From the twitching whiskers of babes: Naptime behavior shapes the brain

Date:
October 18, 2012
Source:
Cell Press
Summary:
The whiskers of newborn rats twitch as they sleep, in a whisker equivalent of rapid-eye-movements, and that could open the door to new understandings about the intimate connections between brain and body. The discovery reinforces the notion that such involuntary movements are a vital contributor to the development of sensorimotor systems, say researchers.

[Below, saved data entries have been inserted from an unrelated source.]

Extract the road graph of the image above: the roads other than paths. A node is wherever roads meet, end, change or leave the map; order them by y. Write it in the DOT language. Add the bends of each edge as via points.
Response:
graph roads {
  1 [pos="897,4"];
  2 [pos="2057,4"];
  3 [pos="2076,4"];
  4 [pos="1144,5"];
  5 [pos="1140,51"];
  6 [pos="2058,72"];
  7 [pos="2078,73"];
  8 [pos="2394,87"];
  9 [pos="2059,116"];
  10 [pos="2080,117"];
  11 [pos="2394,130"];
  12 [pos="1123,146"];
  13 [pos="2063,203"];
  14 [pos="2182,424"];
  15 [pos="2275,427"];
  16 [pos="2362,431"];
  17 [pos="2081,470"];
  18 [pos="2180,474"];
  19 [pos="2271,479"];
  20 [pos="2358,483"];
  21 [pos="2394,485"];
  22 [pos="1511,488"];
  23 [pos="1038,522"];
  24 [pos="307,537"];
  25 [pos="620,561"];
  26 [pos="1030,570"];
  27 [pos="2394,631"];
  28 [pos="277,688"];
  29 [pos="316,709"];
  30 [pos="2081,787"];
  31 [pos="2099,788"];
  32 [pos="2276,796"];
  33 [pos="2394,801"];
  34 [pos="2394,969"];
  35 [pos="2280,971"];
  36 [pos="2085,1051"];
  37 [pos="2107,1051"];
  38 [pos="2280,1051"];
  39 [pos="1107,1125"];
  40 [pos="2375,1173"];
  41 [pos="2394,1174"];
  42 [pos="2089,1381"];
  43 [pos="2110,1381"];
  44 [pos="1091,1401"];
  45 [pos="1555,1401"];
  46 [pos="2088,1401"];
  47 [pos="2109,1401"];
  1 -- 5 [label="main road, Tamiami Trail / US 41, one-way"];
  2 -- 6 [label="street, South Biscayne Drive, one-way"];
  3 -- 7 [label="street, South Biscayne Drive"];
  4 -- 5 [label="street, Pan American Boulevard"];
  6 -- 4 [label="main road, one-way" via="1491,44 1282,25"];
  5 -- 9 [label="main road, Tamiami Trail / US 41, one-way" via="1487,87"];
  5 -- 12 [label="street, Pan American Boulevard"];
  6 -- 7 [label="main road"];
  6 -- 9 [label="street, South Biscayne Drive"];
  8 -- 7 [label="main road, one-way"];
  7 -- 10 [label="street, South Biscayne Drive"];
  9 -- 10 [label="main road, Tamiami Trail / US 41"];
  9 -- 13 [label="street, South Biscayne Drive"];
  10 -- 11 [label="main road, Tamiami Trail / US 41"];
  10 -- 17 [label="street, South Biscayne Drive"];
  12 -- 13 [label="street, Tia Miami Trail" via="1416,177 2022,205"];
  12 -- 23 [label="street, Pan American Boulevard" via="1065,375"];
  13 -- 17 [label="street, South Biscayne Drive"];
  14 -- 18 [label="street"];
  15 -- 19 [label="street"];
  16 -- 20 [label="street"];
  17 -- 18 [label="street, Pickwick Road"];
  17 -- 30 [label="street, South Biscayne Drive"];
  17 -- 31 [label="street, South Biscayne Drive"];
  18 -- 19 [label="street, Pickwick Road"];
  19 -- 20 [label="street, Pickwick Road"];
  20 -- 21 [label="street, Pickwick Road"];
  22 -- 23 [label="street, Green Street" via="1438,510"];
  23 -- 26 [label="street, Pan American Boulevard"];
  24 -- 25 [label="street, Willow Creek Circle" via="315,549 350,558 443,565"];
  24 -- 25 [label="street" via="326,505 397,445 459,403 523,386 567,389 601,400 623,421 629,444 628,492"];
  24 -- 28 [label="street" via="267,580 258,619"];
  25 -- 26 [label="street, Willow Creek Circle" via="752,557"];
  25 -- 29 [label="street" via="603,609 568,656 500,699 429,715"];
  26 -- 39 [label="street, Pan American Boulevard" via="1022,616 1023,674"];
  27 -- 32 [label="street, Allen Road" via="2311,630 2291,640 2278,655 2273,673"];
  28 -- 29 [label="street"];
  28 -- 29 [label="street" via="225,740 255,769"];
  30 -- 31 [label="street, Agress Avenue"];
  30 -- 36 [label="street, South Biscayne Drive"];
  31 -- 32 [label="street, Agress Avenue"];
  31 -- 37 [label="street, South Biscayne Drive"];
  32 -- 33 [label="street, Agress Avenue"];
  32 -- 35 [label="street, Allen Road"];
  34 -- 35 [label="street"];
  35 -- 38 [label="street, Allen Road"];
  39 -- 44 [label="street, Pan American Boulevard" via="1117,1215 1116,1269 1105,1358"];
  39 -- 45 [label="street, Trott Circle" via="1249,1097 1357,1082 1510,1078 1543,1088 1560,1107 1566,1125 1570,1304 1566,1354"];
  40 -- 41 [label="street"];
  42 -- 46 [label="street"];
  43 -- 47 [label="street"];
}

The whiskers of newborn rats twitch as they sleep, in a whisker equivalent of rapid-eye-movements, and that could open the door to new understandings about the intimate connections between brain and body.
Credit: © usbfco / Fotolia

The whiskers of newborn rats twitch as they sleep, and that could open the door to new understandings about the intimate connections between brain and body. The discovery reinforces the notion that such involuntary movements are a vital contributor to the development of sensorimotor systems, say researchers who report their findings along with video of those whisker twitches on Oct. 18 in Current Biology, a Cell Press publication.

"We found that even whiskers twitch during sleep -- and they do so in infant rats long before they move their whiskers in the coordinated fashion known as whisking," said Mark Blumberg of The University of Iowa. "This discovery opens up new avenues for investigating how we develop critical connections between the sensors in our body and the parts of the brain that interpret and organize sensory information."

In fact, the baby rats' whiskers don't just twitch, they twitch very rapidly and in complex ways. Those twitches during sleep are tied to bursts of activity in the brain, which aren't often observed when rats are awake.

Other parts of the body twitch spontaneously during sleep, too, including the eyes (think "rapid eye movements") and the limbs. "Spontaneous motor activity can play many different roles in early development and even throughout life," Blumberg explains. "It can be a source of brain activity in general as well as a source of highly specific, patterned activity that can help shape specific neural circuits."

But no one had given much thought to this activity in the very special case of whiskers, which are as important to rats as eyes are to humans. Each individual whisker maps to discrete regions of the brain that process information from that individual whisker alone. The whisker-specific brain regions form arrangements that map beautifully to the physical arrangements of whiskers on the snout.

That precise organization has made the study of whiskers very popular amongst neuroscientists seeking a basic understanding of the developmental mechanisms linking peripheral sensors and brain, and that's what makes this new discovery all the more intriguing. It might also give us a new appreciation for the important work infants are doing even as they sleep.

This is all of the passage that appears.